(Dataset entries)
______________________________

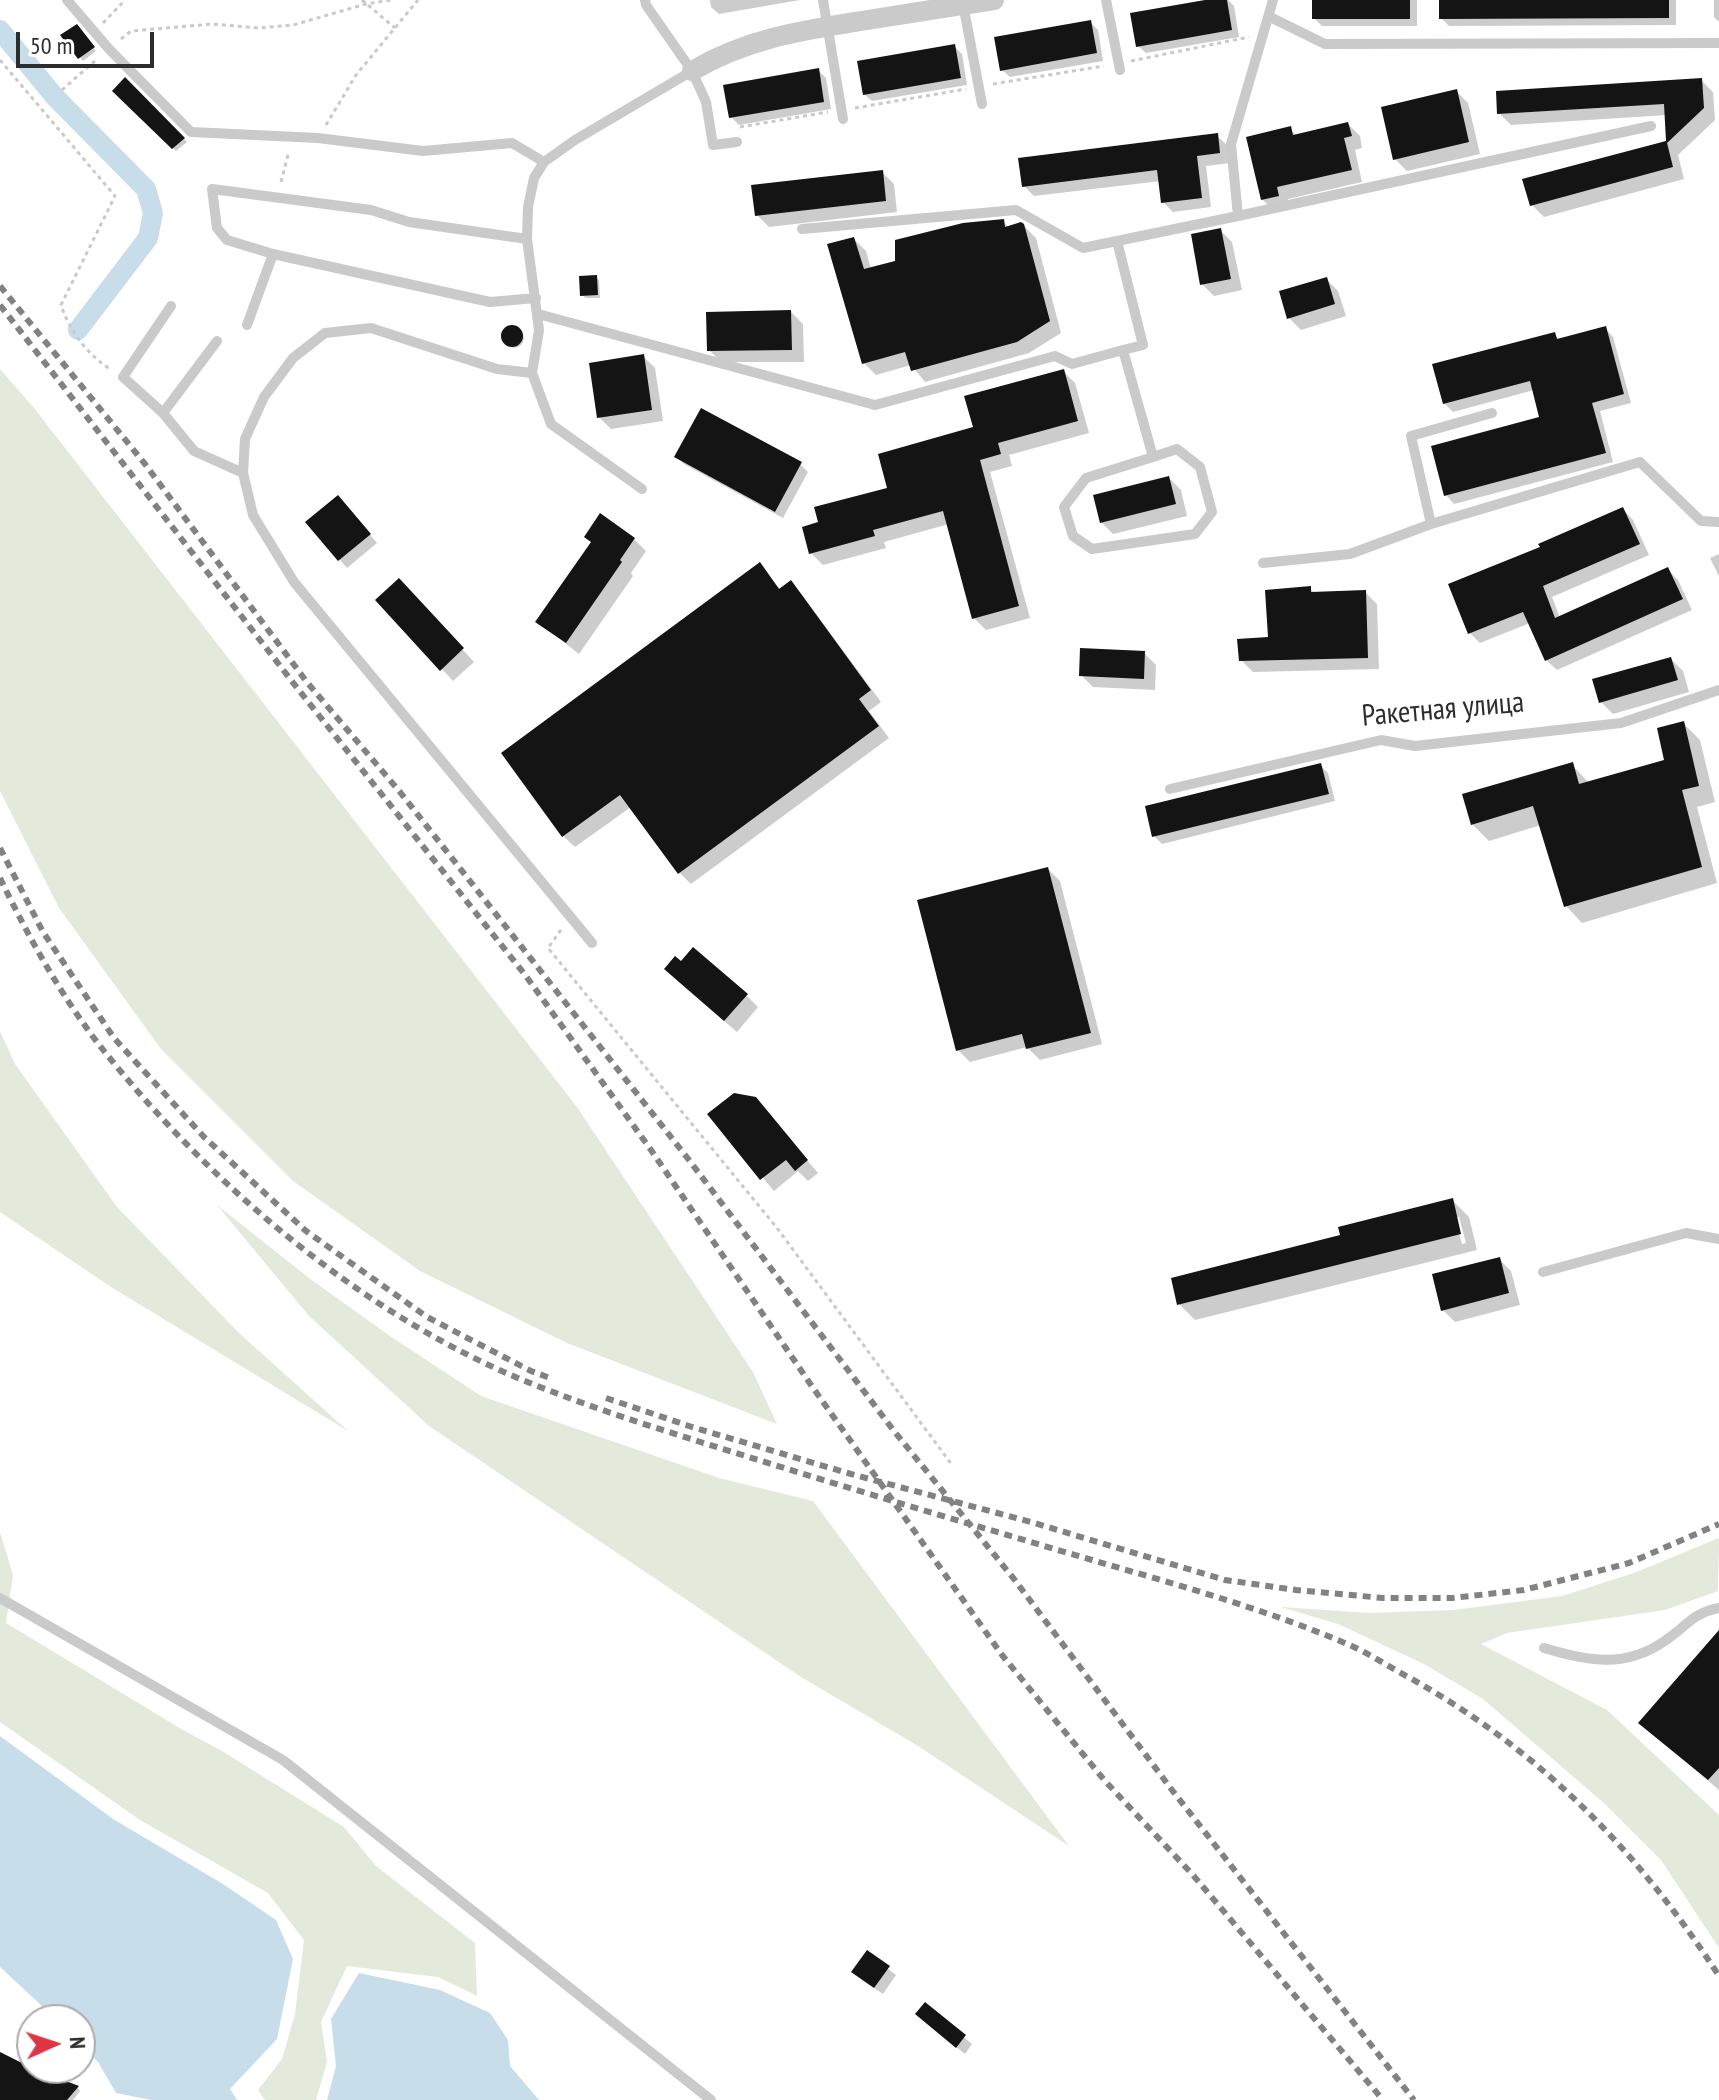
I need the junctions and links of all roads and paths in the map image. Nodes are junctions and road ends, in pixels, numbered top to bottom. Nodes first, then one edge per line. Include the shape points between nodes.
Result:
1 (67, 0) edge
2 (125, 0) edge
3 (362, 0) edge
4 (391, 0) edge
5 (418, 0) edge
6 (645, 0) edge
7 (823, 0) edge
8 (994, 0) edge
9 (1106, 0) edge
10 (1273, 0) edge
11 (963, 2) edge
12 (366, 4) junction
13 (1270, 17) junction
14 (828, 27) junction
15 (395, 28) junction
16 (94, 32) junction
17 (1265, 34) junction
18 (1719, 43) edge
19 (109, 49) junction
20 (0, 60) edge
21 (1119, 67) junction
22 (692, 71) junction
23 (979, 87) junction
24 (62, 90) dead end
25 (982, 104) dead end
26 (842, 114) junction
27 (1651, 126) dead end
28 (710, 132) junction
29 (292, 137) junction
30 (318, 138) junction
31 (737, 142) dead end
32 (544, 162) junction
33 (277, 197) junction
34 (1238, 216) junction
35 (802, 229) dead end
36 (527, 239) junction
37 (1117, 241) junction
38 (273, 254) junction
39 (536, 298) junction
40 (171, 306) dead end
41 (538, 314) junction
42 (247, 325) dead end
43 (217, 341) dead end
44 (1123, 350) junction
45 (532, 373) junction
46 (123, 377) junction
47 (163, 413) junction
48 (1492, 413) dead end
49 (1153, 457) junction
50 (243, 473) junction
51 (642, 489) dead end
52 (1719, 522) edge
53 (1431, 524) junction
54 (1263, 563) dead end
55 (1719, 690) edge
56 (1170, 789) dead end
57 (570, 917) junction
58 (592, 943) dead end
59 (1719, 1239) edge
60 (1543, 1272) dead end
61 (952, 1465) dead end
62 (0, 1598) edge
63 (1719, 1608) edge
64 (1544, 1648) dead end
65 (711, 2100) edge

1 - 16 lane
2 - 16 path
3 - 12 path
4 - 12 path
5 - 15 path
6 - 22 lane
7 - 14 lane
8 - 11 street
9 - 21 lane
10 - 13 lane
11 - 14 street
11 - 23 lane
12 - 15 path
12 - 19 path via 293,25 131,31
13 - 17 lane
13 - 18 lane via 1325,44
14 - 22 street via 748,43
14 - 26 lane
15 - 30 path via 356,75
16 - 19 lane
17 - 21 path
17 - 34 lane via 1231,144
19 - 24 path
19 - 29 lane via 191,132
20 - 46 path via 115,196 61,305 68,326 103,365
21 - 23 path
22 - 28 lane via 706,102
22 - 32 lane
23 - 25 lane
23 - 26 path
26 - 28 path
27 - 34 lane
28 - 31 lane via 713,145
29 - 30 lane
29 - 33 path
30 - 32 lane via 423,151 512,143
32 - 36 lane via 534,178
33 - 36 lane
33 - 38 lane via 212,189 217,228 227,240
34 - 37 lane
35 - 37 lane via 1016,210 1083,248
36 - 39 lane
37 - 44 lane via 1143,345
38 - 39 lane via 490,302
38 - 42 lane
39 - 41 lane
40 - 46 lane
41 - 44 lane via 875,405 1055,356 1072,364
41 - 45 lane
43 - 47 lane
44 - 49 lane
45 - 50 lane via 497,369 371,328 325,333 293,358 264,397 245,439
45 - 51 lane via 551,424
46 - 47 lane
47 - 50 lane via 194,451
48 - 53 lane via 1411,436
49 - 49 lane via 1177,449 1200,467 1212,512 1195,534 1092,549 1073,536 1064,507 1086,478
50 - 57 lane via 253,515 294,582
52 - 53 lane via 1701,521 1640,462
53 - 54 lane via 1350,554
55 - 56 lane, Ракетная улица via 1621,723 1415,746 1381,740
57 - 58 lane
57 - 61 path via 548,948 777,1228
59 - 60 lane via 1686,1233
62 - 65 lane via 283,1760
63 - 64 lane via 1700,1612 1663,1642 1619,1661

______________________________

Please reproduce every record exactly as written, excluding the pictures.

I need the junctions and links of all roads and paths in the map image. Nodes are junctions and road ends, in pixels, numbered top to bottom. Nodes first, then one edge per line. Include the shape points between nodes.
Result:
1 (67, 0) edge
2 (125, 0) edge
3 (362, 0) edge
4 (391, 0) edge
5 (418, 0) edge
6 (645, 0) edge
7 (823, 0) edge
8 (994, 0) edge
9 (1106, 0) edge
10 (1273, 0) edge
11 (963, 2) edge
12 (366, 4) junction
13 (1270, 17) junction
14 (828, 27) junction
15 (395, 28) junction
16 (94, 32) junction
17 (1265, 34) junction
18 (1719, 43) edge
19 (109, 49) junction
20 (0, 60) edge
21 (1119, 67) junction
22 (692, 71) junction
23 (979, 87) junction
24 (62, 90) dead end
25 (982, 104) dead end
26 (842, 114) junction
27 (1651, 126) dead end
28 (710, 132) junction
29 (292, 137) junction
30 (318, 138) junction
31 (737, 142) dead end
32 (544, 162) junction
33 (277, 197) junction
34 (1238, 216) junction
35 (802, 229) dead end
36 (527, 239) junction
37 (1117, 241) junction
38 (273, 254) junction
39 (536, 298) junction
40 (171, 306) dead end
41 (538, 314) junction
42 (247, 325) dead end
43 (217, 341) dead end
44 (1123, 350) junction
45 (532, 373) junction
46 (123, 377) junction
47 (163, 413) junction
48 (1492, 413) dead end
49 (1153, 457) junction
50 (243, 473) junction
51 (642, 489) dead end
52 (1719, 522) edge
53 (1431, 524) junction
54 (1263, 563) dead end
55 (1719, 690) edge
56 (1170, 789) dead end
57 (570, 917) junction
58 (592, 943) dead end
59 (1719, 1239) edge
60 (1543, 1272) dead end
61 (952, 1465) dead end
62 (0, 1598) edge
63 (1719, 1608) edge
64 (1544, 1648) dead end
65 (711, 2100) edge

1 - 16 lane
2 - 16 path
3 - 12 path
4 - 12 path
5 - 15 path
6 - 22 lane
7 - 14 lane
8 - 11 street
9 - 21 lane
10 - 13 lane
11 - 14 street
11 - 23 lane
12 - 15 path
12 - 19 path via 293,25 131,31
13 - 17 lane
13 - 18 lane via 1325,44
14 - 22 street via 748,43
14 - 26 lane
15 - 30 path via 356,75
16 - 19 lane
17 - 21 path
17 - 34 lane via 1231,144
19 - 24 path
19 - 29 lane via 191,132
20 - 46 path via 115,196 61,305 68,326 103,365
21 - 23 path
22 - 28 lane via 706,102
22 - 32 lane
23 - 25 lane
23 - 26 path
26 - 28 path
27 - 34 lane
28 - 31 lane via 713,145
29 - 30 lane
29 - 33 path
30 - 32 lane via 423,151 512,143
32 - 36 lane via 534,178
33 - 36 lane
33 - 38 lane via 212,189 217,228 227,240
34 - 37 lane
35 - 37 lane via 1016,210 1083,248
36 - 39 lane
37 - 44 lane via 1143,345
38 - 39 lane via 490,302
38 - 42 lane
39 - 41 lane
40 - 46 lane
41 - 44 lane via 875,405 1055,356 1072,364
41 - 45 lane
43 - 47 lane
44 - 49 lane
45 - 50 lane via 497,369 371,328 325,333 293,358 264,397 245,439
45 - 51 lane via 551,424
46 - 47 lane
47 - 50 lane via 194,451
48 - 53 lane via 1411,436
49 - 49 lane via 1177,449 1200,467 1212,512 1195,534 1092,549 1073,536 1064,507 1086,478
50 - 57 lane via 253,515 294,582
52 - 53 lane via 1701,521 1640,462
53 - 54 lane via 1350,554
55 - 56 lane, Ракетная улица via 1621,723 1415,746 1381,740
57 - 58 lane
57 - 61 path via 548,948 777,1228
59 - 60 lane via 1686,1233
62 - 65 lane via 283,1760
63 - 64 lane via 1700,1612 1663,1642 1619,1661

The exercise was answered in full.